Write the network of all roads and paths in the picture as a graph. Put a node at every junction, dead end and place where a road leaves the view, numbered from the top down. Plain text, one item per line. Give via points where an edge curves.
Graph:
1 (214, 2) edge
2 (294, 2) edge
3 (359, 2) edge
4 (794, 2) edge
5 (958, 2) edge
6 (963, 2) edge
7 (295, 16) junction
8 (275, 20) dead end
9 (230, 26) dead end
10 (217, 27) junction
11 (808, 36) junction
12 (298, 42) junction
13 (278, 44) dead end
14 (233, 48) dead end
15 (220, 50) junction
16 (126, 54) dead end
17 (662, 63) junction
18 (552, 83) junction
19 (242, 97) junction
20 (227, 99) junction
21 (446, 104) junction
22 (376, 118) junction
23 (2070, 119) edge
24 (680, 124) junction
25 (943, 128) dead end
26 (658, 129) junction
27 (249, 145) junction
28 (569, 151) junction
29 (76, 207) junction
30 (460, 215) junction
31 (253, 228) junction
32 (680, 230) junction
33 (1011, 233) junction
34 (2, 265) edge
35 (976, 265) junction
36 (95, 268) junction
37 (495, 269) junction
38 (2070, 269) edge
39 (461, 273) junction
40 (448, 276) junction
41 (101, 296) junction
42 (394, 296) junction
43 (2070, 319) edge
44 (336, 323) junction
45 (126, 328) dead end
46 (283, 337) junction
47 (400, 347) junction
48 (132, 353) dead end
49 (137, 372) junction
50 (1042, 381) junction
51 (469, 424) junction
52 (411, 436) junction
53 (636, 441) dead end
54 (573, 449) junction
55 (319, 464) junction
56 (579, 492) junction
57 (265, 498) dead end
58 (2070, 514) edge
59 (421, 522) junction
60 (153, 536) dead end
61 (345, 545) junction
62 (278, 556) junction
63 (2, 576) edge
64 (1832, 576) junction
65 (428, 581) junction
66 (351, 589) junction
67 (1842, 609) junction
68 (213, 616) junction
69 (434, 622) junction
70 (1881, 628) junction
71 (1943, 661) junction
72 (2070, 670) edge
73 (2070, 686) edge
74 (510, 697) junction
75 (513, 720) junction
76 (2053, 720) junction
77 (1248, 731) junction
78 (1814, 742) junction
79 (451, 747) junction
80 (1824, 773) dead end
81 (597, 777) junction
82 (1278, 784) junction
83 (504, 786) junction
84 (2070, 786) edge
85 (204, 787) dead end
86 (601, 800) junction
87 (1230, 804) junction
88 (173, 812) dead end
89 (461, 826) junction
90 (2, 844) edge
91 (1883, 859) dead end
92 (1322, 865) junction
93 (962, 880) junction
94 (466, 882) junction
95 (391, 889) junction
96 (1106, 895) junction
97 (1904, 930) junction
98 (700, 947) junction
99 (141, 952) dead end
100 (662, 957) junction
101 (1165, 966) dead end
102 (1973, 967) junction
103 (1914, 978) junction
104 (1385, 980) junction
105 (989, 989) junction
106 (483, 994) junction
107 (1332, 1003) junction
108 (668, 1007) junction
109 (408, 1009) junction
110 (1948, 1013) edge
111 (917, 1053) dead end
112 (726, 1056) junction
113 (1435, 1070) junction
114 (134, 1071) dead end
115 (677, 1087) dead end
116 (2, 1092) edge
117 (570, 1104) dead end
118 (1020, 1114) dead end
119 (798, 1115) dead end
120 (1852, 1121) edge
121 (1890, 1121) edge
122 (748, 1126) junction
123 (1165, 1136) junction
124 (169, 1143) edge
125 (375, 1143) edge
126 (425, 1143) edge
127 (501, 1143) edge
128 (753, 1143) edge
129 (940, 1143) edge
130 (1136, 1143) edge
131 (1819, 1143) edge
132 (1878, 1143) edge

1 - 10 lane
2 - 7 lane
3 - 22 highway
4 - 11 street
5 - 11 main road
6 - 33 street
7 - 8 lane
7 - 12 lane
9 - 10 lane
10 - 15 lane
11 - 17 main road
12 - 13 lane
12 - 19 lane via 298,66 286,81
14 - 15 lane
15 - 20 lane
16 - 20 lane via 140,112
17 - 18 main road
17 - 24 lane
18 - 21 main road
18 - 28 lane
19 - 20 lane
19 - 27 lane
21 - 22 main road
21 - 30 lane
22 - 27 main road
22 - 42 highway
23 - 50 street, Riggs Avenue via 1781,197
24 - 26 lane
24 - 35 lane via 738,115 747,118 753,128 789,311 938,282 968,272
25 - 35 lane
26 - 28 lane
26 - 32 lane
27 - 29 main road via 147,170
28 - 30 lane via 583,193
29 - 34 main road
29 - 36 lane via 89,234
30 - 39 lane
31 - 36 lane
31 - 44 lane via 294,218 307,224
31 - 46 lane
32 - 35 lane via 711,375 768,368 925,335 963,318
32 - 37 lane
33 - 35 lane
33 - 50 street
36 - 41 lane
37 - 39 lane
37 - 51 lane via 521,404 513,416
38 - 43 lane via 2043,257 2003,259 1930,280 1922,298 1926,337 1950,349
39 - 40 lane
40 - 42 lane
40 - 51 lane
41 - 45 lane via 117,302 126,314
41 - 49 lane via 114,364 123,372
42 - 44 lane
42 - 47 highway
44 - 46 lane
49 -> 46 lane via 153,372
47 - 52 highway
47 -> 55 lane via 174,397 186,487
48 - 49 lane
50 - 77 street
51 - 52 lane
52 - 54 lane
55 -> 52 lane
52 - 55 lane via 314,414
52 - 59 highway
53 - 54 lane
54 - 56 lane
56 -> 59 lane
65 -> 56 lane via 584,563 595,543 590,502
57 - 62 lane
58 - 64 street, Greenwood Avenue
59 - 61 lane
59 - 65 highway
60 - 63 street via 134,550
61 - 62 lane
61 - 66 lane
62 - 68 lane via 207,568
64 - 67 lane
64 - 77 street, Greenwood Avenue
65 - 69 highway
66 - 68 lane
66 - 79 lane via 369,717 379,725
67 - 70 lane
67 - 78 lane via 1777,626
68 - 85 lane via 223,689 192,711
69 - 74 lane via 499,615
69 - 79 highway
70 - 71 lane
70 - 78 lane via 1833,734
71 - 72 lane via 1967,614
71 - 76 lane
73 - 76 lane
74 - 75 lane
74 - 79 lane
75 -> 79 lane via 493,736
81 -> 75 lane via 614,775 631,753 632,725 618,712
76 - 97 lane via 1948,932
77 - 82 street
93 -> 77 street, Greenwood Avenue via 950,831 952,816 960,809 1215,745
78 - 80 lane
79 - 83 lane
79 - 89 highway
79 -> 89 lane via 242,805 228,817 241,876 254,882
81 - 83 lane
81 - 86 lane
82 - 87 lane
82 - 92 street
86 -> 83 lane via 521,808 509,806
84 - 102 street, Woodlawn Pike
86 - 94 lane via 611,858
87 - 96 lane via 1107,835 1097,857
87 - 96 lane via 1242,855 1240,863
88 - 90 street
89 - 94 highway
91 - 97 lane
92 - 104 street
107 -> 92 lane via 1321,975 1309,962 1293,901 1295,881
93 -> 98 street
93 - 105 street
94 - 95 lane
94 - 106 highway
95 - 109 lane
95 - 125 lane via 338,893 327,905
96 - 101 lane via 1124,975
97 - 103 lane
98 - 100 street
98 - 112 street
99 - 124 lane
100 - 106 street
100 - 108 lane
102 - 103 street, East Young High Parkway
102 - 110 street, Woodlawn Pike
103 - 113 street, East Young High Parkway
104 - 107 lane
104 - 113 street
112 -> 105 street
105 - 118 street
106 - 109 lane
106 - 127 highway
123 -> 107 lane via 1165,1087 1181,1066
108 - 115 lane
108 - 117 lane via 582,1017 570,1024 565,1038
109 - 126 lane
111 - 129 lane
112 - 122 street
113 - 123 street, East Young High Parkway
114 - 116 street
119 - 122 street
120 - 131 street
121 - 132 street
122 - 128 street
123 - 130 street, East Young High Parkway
========================================
Copy down the material exactly as written.

Write the network of all roads and paths in the picture as a graph. Put a node at every junction, dead end and place where a road leaves the view, numbered from the top down. Plain text, one item per line. Give via points where an edge curves.
Graph:
1 (214, 2) edge
2 (294, 2) edge
3 (359, 2) edge
4 (794, 2) edge
5 (958, 2) edge
6 (963, 2) edge
7 (295, 16) junction
8 (275, 20) dead end
9 (230, 26) dead end
10 (217, 27) junction
11 (808, 36) junction
12 (298, 42) junction
13 (278, 44) dead end
14 (233, 48) dead end
15 (220, 50) junction
16 (126, 54) dead end
17 (662, 63) junction
18 (552, 83) junction
19 (242, 97) junction
20 (227, 99) junction
21 (446, 104) junction
22 (376, 118) junction
23 (2070, 119) edge
24 (680, 124) junction
25 (943, 128) dead end
26 (658, 129) junction
27 (249, 145) junction
28 (569, 151) junction
29 (76, 207) junction
30 (460, 215) junction
31 (253, 228) junction
32 (680, 230) junction
33 (1011, 233) junction
34 (2, 265) edge
35 (976, 265) junction
36 (95, 268) junction
37 (495, 269) junction
38 (2070, 269) edge
39 (461, 273) junction
40 (448, 276) junction
41 (101, 296) junction
42 (394, 296) junction
43 (2070, 319) edge
44 (336, 323) junction
45 (126, 328) dead end
46 (283, 337) junction
47 (400, 347) junction
48 (132, 353) dead end
49 (137, 372) junction
50 (1042, 381) junction
51 (469, 424) junction
52 (411, 436) junction
53 (636, 441) dead end
54 (573, 449) junction
55 (319, 464) junction
56 (579, 492) junction
57 (265, 498) dead end
58 (2070, 514) edge
59 (421, 522) junction
60 (153, 536) dead end
61 (345, 545) junction
62 (278, 556) junction
63 (2, 576) edge
64 (1832, 576) junction
65 (428, 581) junction
66 (351, 589) junction
67 (1842, 609) junction
68 (213, 616) junction
69 (434, 622) junction
70 (1881, 628) junction
71 (1943, 661) junction
72 (2070, 670) edge
73 (2070, 686) edge
74 (510, 697) junction
75 (513, 720) junction
76 (2053, 720) junction
77 (1248, 731) junction
78 (1814, 742) junction
79 (451, 747) junction
80 (1824, 773) dead end
81 (597, 777) junction
82 (1278, 784) junction
83 (504, 786) junction
84 (2070, 786) edge
85 (204, 787) dead end
86 (601, 800) junction
87 (1230, 804) junction
88 (173, 812) dead end
89 (461, 826) junction
90 (2, 844) edge
91 (1883, 859) dead end
92 (1322, 865) junction
93 (962, 880) junction
94 (466, 882) junction
95 (391, 889) junction
96 (1106, 895) junction
97 (1904, 930) junction
98 (700, 947) junction
99 (141, 952) dead end
100 (662, 957) junction
101 (1165, 966) dead end
102 (1973, 967) junction
103 (1914, 978) junction
104 (1385, 980) junction
105 (989, 989) junction
106 (483, 994) junction
107 (1332, 1003) junction
108 (668, 1007) junction
109 (408, 1009) junction
110 (1948, 1013) edge
111 (917, 1053) dead end
112 (726, 1056) junction
113 (1435, 1070) junction
114 (134, 1071) dead end
115 (677, 1087) dead end
116 (2, 1092) edge
117 (570, 1104) dead end
118 (1020, 1114) dead end
119 (798, 1115) dead end
120 (1852, 1121) edge
121 (1890, 1121) edge
122 (748, 1126) junction
123 (1165, 1136) junction
124 (169, 1143) edge
125 (375, 1143) edge
126 (425, 1143) edge
127 (501, 1143) edge
128 (753, 1143) edge
129 (940, 1143) edge
130 (1136, 1143) edge
131 (1819, 1143) edge
132 (1878, 1143) edge

1 - 10 lane
2 - 7 lane
3 - 22 highway
4 - 11 street
5 - 11 main road
6 - 33 street
7 - 8 lane
7 - 12 lane
9 - 10 lane
10 - 15 lane
11 - 17 main road
12 - 13 lane
12 - 19 lane via 298,66 286,81
14 - 15 lane
15 - 20 lane
16 - 20 lane via 140,112
17 - 18 main road
17 - 24 lane
18 - 21 main road
18 - 28 lane
19 - 20 lane
19 - 27 lane
21 - 22 main road
21 - 30 lane
22 - 27 main road
22 - 42 highway
23 - 50 street, Riggs Avenue via 1781,197
24 - 26 lane
24 - 35 lane via 738,115 747,118 753,128 789,311 938,282 968,272
25 - 35 lane
26 - 28 lane
26 - 32 lane
27 - 29 main road via 147,170
28 - 30 lane via 583,193
29 - 34 main road
29 - 36 lane via 89,234
30 - 39 lane
31 - 36 lane
31 - 44 lane via 294,218 307,224
31 - 46 lane
32 - 35 lane via 711,375 768,368 925,335 963,318
32 - 37 lane
33 - 35 lane
33 - 50 street
36 - 41 lane
37 - 39 lane
37 - 51 lane via 521,404 513,416
38 - 43 lane via 2043,257 2003,259 1930,280 1922,298 1926,337 1950,349
39 - 40 lane
40 - 42 lane
40 - 51 lane
41 - 45 lane via 117,302 126,314
41 - 49 lane via 114,364 123,372
42 - 44 lane
42 - 47 highway
44 - 46 lane
49 -> 46 lane via 153,372
47 - 52 highway
47 -> 55 lane via 174,397 186,487
48 - 49 lane
50 - 77 street
51 - 52 lane
52 - 54 lane
55 -> 52 lane
52 - 55 lane via 314,414
52 - 59 highway
53 - 54 lane
54 - 56 lane
56 -> 59 lane
65 -> 56 lane via 584,563 595,543 590,502
57 - 62 lane
58 - 64 street, Greenwood Avenue
59 - 61 lane
59 - 65 highway
60 - 63 street via 134,550
61 - 62 lane
61 - 66 lane
62 - 68 lane via 207,568
64 - 67 lane
64 - 77 street, Greenwood Avenue
65 - 69 highway
66 - 68 lane
66 - 79 lane via 369,717 379,725
67 - 70 lane
67 - 78 lane via 1777,626
68 - 85 lane via 223,689 192,711
69 - 74 lane via 499,615
69 - 79 highway
70 - 71 lane
70 - 78 lane via 1833,734
71 - 72 lane via 1967,614
71 - 76 lane
73 - 76 lane
74 - 75 lane
74 - 79 lane
75 -> 79 lane via 493,736
81 -> 75 lane via 614,775 631,753 632,725 618,712
76 - 97 lane via 1948,932
77 - 82 street
93 -> 77 street, Greenwood Avenue via 950,831 952,816 960,809 1215,745
78 - 80 lane
79 - 83 lane
79 - 89 highway
79 -> 89 lane via 242,805 228,817 241,876 254,882
81 - 83 lane
81 - 86 lane
82 - 87 lane
82 - 92 street
86 -> 83 lane via 521,808 509,806
84 - 102 street, Woodlawn Pike
86 - 94 lane via 611,858
87 - 96 lane via 1107,835 1097,857
87 - 96 lane via 1242,855 1240,863
88 - 90 street
89 - 94 highway
91 - 97 lane
92 - 104 street
107 -> 92 lane via 1321,975 1309,962 1293,901 1295,881
93 -> 98 street
93 - 105 street
94 - 95 lane
94 - 106 highway
95 - 109 lane
95 - 125 lane via 338,893 327,905
96 - 101 lane via 1124,975
97 - 103 lane
98 - 100 street
98 - 112 street
99 - 124 lane
100 - 106 street
100 - 108 lane
102 - 103 street, East Young High Parkway
102 - 110 street, Woodlawn Pike
103 - 113 street, East Young High Parkway
104 - 107 lane
104 - 113 street
112 -> 105 street
105 - 118 street
106 - 109 lane
106 - 127 highway
123 -> 107 lane via 1165,1087 1181,1066
108 - 115 lane
108 - 117 lane via 582,1017 570,1024 565,1038
109 - 126 lane
111 - 129 lane
112 - 122 street
113 - 123 street, East Young High Parkway
114 - 116 street
119 - 122 street
120 - 131 street
121 - 132 street
122 - 128 street
123 - 130 street, East Young High Parkway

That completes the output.